WHAT IS NEEDED: A single number is the answer: how many lines of the entries contain the word "Right"?

PROVIDED RECORDS:
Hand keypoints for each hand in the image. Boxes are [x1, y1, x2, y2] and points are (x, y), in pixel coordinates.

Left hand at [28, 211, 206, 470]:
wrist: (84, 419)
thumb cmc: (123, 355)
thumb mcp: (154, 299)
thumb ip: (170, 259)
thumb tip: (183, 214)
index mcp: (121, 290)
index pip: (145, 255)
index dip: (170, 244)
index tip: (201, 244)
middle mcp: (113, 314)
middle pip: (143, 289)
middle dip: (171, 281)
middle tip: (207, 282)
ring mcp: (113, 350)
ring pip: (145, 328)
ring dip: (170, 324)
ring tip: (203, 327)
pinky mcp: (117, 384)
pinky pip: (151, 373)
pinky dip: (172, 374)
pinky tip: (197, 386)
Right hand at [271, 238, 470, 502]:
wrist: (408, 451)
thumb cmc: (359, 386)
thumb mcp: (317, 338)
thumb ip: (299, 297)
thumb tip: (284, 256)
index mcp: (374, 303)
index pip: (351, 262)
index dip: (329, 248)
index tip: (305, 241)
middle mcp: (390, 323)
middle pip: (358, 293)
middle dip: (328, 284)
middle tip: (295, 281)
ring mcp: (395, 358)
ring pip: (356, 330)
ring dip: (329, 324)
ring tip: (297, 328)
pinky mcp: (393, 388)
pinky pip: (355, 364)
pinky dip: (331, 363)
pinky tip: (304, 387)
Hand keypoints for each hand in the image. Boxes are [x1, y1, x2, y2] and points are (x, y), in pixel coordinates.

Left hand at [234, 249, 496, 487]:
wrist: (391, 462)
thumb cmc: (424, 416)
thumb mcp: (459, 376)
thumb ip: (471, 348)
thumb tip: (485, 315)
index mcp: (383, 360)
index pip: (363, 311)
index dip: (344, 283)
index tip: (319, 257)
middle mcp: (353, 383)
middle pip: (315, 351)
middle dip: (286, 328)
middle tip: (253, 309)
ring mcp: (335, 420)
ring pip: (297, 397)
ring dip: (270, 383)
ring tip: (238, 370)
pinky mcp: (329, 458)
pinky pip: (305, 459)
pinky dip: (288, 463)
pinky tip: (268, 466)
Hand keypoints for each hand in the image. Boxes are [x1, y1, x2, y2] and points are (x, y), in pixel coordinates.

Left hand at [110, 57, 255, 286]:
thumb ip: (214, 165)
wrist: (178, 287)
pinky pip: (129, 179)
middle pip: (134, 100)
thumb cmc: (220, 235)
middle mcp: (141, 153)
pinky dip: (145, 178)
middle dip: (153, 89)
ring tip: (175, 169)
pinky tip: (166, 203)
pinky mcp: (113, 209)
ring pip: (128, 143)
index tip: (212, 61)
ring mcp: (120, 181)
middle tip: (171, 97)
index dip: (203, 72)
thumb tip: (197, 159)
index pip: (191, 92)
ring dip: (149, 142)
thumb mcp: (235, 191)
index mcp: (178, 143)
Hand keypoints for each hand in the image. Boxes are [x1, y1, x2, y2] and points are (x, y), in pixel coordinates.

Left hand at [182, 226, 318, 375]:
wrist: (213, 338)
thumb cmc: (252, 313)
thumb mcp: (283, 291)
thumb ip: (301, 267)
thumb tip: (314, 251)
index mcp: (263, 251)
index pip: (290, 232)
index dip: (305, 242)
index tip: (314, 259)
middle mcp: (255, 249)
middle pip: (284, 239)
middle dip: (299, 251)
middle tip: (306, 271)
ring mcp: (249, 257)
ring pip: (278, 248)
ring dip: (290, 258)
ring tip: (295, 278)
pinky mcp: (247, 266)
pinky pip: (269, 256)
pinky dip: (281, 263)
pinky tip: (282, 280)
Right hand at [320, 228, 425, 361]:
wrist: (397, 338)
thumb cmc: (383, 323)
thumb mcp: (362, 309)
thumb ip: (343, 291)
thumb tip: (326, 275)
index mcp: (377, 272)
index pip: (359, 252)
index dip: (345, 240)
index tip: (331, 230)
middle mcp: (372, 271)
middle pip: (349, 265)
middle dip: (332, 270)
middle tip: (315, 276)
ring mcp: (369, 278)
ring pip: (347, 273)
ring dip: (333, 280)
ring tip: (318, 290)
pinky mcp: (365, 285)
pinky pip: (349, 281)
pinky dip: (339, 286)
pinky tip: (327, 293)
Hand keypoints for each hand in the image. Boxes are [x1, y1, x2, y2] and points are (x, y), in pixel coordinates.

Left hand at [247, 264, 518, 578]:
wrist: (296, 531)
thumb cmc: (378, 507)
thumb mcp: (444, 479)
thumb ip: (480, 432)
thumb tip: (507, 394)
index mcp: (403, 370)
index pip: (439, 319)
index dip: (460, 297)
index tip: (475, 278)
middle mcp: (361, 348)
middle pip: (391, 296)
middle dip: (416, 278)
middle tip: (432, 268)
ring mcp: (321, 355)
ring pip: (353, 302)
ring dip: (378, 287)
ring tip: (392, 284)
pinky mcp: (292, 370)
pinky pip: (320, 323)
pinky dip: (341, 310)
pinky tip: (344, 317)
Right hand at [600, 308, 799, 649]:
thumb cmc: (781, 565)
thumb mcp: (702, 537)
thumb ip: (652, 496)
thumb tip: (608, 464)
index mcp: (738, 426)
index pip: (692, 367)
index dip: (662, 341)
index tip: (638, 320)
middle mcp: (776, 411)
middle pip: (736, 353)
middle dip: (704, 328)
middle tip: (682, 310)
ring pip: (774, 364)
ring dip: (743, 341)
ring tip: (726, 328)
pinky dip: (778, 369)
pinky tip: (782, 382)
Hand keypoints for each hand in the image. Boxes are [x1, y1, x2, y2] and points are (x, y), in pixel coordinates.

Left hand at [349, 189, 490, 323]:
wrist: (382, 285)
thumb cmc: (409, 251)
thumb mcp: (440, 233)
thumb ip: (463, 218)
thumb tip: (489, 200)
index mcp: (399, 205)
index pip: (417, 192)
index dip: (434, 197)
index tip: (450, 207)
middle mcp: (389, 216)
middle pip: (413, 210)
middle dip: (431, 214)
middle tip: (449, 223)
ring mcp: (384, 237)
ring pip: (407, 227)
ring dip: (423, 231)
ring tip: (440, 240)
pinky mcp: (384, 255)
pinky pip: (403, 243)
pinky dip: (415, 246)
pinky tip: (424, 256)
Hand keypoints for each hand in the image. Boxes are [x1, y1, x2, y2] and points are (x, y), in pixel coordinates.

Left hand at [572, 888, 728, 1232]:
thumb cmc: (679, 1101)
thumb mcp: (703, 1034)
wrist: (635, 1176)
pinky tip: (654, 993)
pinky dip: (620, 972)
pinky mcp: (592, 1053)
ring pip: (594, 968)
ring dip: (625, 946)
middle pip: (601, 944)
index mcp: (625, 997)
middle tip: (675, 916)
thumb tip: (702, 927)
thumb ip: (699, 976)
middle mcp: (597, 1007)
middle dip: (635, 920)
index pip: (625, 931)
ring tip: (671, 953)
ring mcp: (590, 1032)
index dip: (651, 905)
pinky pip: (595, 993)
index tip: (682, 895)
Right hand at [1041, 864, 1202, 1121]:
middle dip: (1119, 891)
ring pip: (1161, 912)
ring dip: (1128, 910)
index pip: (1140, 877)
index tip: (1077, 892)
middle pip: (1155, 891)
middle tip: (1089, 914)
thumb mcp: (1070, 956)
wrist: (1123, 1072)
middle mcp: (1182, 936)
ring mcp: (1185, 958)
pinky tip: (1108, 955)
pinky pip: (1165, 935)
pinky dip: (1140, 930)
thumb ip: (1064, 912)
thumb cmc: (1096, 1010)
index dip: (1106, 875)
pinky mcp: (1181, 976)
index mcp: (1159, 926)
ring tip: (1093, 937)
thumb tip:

TASK ANSWER: 4